_WHAT YOU SHOULD DO_
Copy all the entries below exactly, but not the pictures.

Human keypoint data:
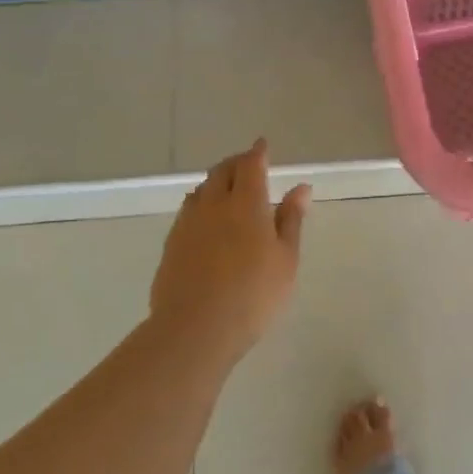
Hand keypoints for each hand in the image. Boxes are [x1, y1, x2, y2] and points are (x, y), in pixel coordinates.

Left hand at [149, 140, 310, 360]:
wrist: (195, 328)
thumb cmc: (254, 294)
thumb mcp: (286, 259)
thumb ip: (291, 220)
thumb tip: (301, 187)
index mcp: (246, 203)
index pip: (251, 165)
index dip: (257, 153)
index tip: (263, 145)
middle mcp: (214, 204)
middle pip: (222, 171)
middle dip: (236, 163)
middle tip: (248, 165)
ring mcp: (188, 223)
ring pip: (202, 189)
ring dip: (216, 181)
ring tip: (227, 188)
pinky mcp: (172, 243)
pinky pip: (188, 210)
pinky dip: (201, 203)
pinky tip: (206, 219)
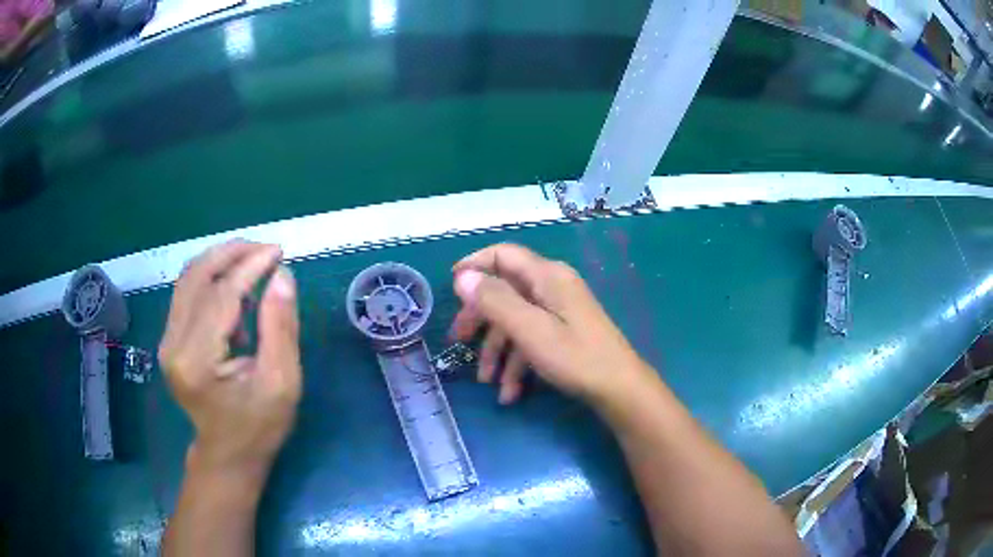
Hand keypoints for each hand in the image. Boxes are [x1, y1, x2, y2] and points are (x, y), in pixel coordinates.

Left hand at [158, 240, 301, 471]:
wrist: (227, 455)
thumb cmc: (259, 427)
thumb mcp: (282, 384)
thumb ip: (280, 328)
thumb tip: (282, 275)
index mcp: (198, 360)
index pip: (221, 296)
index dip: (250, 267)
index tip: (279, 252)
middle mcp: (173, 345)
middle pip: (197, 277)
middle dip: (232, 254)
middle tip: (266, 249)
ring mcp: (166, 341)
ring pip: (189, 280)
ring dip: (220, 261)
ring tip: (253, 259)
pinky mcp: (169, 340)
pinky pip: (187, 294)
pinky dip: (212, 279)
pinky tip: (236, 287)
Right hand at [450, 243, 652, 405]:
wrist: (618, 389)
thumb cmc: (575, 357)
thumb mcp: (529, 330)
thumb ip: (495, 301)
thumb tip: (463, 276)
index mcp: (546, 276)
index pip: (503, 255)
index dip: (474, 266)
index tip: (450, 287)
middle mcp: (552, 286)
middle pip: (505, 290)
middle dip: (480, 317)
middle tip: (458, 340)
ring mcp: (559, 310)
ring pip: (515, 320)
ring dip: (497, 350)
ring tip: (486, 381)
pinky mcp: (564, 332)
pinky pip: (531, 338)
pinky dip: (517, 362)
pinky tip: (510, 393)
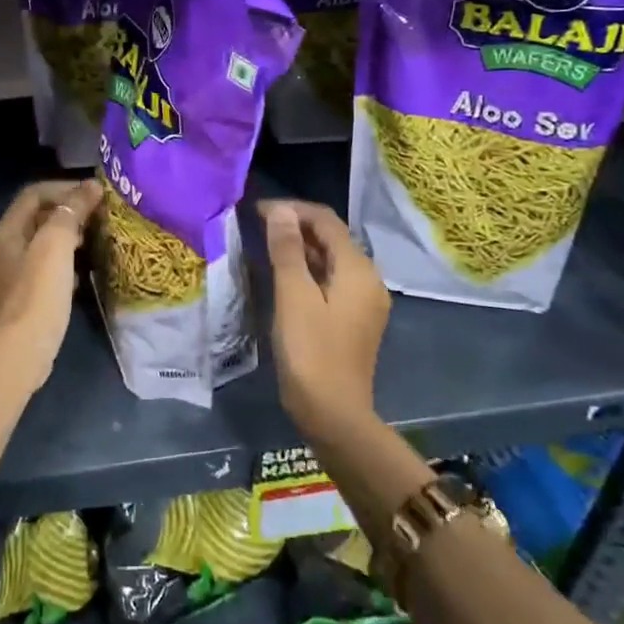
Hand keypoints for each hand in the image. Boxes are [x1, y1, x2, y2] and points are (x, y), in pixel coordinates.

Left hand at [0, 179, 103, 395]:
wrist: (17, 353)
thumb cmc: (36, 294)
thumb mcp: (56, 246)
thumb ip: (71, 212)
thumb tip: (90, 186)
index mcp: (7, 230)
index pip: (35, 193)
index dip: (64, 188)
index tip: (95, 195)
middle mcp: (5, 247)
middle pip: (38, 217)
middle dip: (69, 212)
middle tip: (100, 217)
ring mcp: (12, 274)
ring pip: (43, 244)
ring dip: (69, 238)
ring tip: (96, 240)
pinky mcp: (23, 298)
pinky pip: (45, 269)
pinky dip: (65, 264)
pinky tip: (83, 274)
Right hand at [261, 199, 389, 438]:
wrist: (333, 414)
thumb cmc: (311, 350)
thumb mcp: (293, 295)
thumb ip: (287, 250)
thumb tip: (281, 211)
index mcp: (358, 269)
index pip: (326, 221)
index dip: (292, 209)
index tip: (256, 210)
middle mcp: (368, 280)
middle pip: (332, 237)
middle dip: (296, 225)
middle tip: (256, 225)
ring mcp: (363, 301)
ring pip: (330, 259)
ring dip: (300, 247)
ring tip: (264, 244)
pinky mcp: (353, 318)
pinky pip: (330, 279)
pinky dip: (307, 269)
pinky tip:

_WRITTEN RESPONSE_
Hand keypoints for each hand in the image. Boxes are [x1, y1, x2, y2] and points are (x, y), in pixel coordinates.

Left hand at [149, 140, 310, 360]:
wrist: (195, 328)
thumb cmc: (254, 294)
thumb mcp: (286, 259)
thumb ip: (291, 220)
thumb tip: (301, 187)
index mcp: (246, 203)
index pip: (251, 165)
index dip: (257, 153)
index tip: (263, 145)
middle mcp: (214, 204)
middle pip: (222, 171)
middle dip: (236, 163)
middle tip: (248, 165)
ring mcp: (188, 223)
ring pip: (202, 189)
ring dip: (216, 181)
ring tip: (227, 188)
pinky mcp: (172, 243)
pinky pip: (188, 210)
pinky dip: (201, 203)
pinky tip: (206, 219)
Hand keypoints for each hand in the image. Boxes are [x1, y1, x2, y2] and points are (x, y), in pixel coordinates.

Left hand at [158, 240, 301, 471]:
wrist: (227, 455)
thumb cmc: (259, 427)
thumb mcp: (282, 384)
thumb ip: (280, 328)
thumb tip: (282, 275)
index mcp: (198, 360)
index pip: (221, 296)
index dip: (250, 267)
index tip: (279, 252)
middle mcp: (173, 345)
middle pip: (197, 277)
middle dip: (232, 254)
middle tip: (266, 249)
ring mcp: (166, 341)
ring pip: (189, 280)
ring dip: (220, 261)
ring tip: (253, 259)
pinky mcp: (169, 340)
pinky pip: (187, 294)
pinky dip: (212, 279)
pinky tip: (236, 287)
Right hand at [450, 243, 652, 405]:
wrist: (618, 389)
thumb cmc: (575, 357)
thumb mcp: (529, 330)
thumb ip: (495, 301)
thumb tip: (463, 276)
index mcp: (546, 276)
index pip: (503, 255)
index dip: (474, 266)
index tip: (450, 287)
middle mcp: (552, 286)
middle pip: (505, 290)
middle dip: (480, 317)
middle tip: (458, 340)
ring mcp: (559, 310)
ring pip: (515, 320)
ring dip: (497, 350)
ring tip: (486, 381)
pinky mcp: (564, 332)
pinky pip: (531, 338)
pinky dip: (517, 362)
pinky tip: (510, 393)
Hand keypoints for each hand in the image. Boxes are [x1, y1, x2, y2] and points are (x, y), in pixel coordinates.

Left hand at [0, 179, 103, 395]:
wrist: (17, 353)
thumb cmc: (36, 294)
thumb mcp: (56, 246)
thumb ip: (71, 212)
thumb tip: (90, 186)
index mcp: (7, 230)
index pip: (35, 193)
index dip: (64, 188)
index tip: (95, 195)
middle mcp: (5, 247)
middle pip: (38, 217)
middle dip: (69, 212)
middle tip: (100, 217)
ring mcp: (12, 274)
ring pip: (43, 244)
ring dip: (69, 238)
ring tip: (96, 240)
pinky mcp: (23, 298)
pinky pip: (45, 269)
pinky dip: (65, 264)
pinky tip: (83, 274)
Right hand at [261, 199, 389, 438]:
wrist: (333, 414)
thumb cmc: (311, 350)
thumb mcp: (293, 295)
thumb ip: (287, 250)
thumb tip: (281, 211)
index mcp: (358, 269)
index pip: (326, 221)
index dip: (292, 209)
index tip: (256, 210)
middle mcp: (368, 280)
middle pip: (332, 237)
middle dip: (296, 225)
middle tip: (256, 225)
ring mcp: (363, 301)
ring pip: (330, 259)
ring dip: (300, 247)
ring tip: (264, 244)
pinky mcp: (353, 318)
pinky pip: (330, 279)
pinky dip: (307, 269)
pinky tip:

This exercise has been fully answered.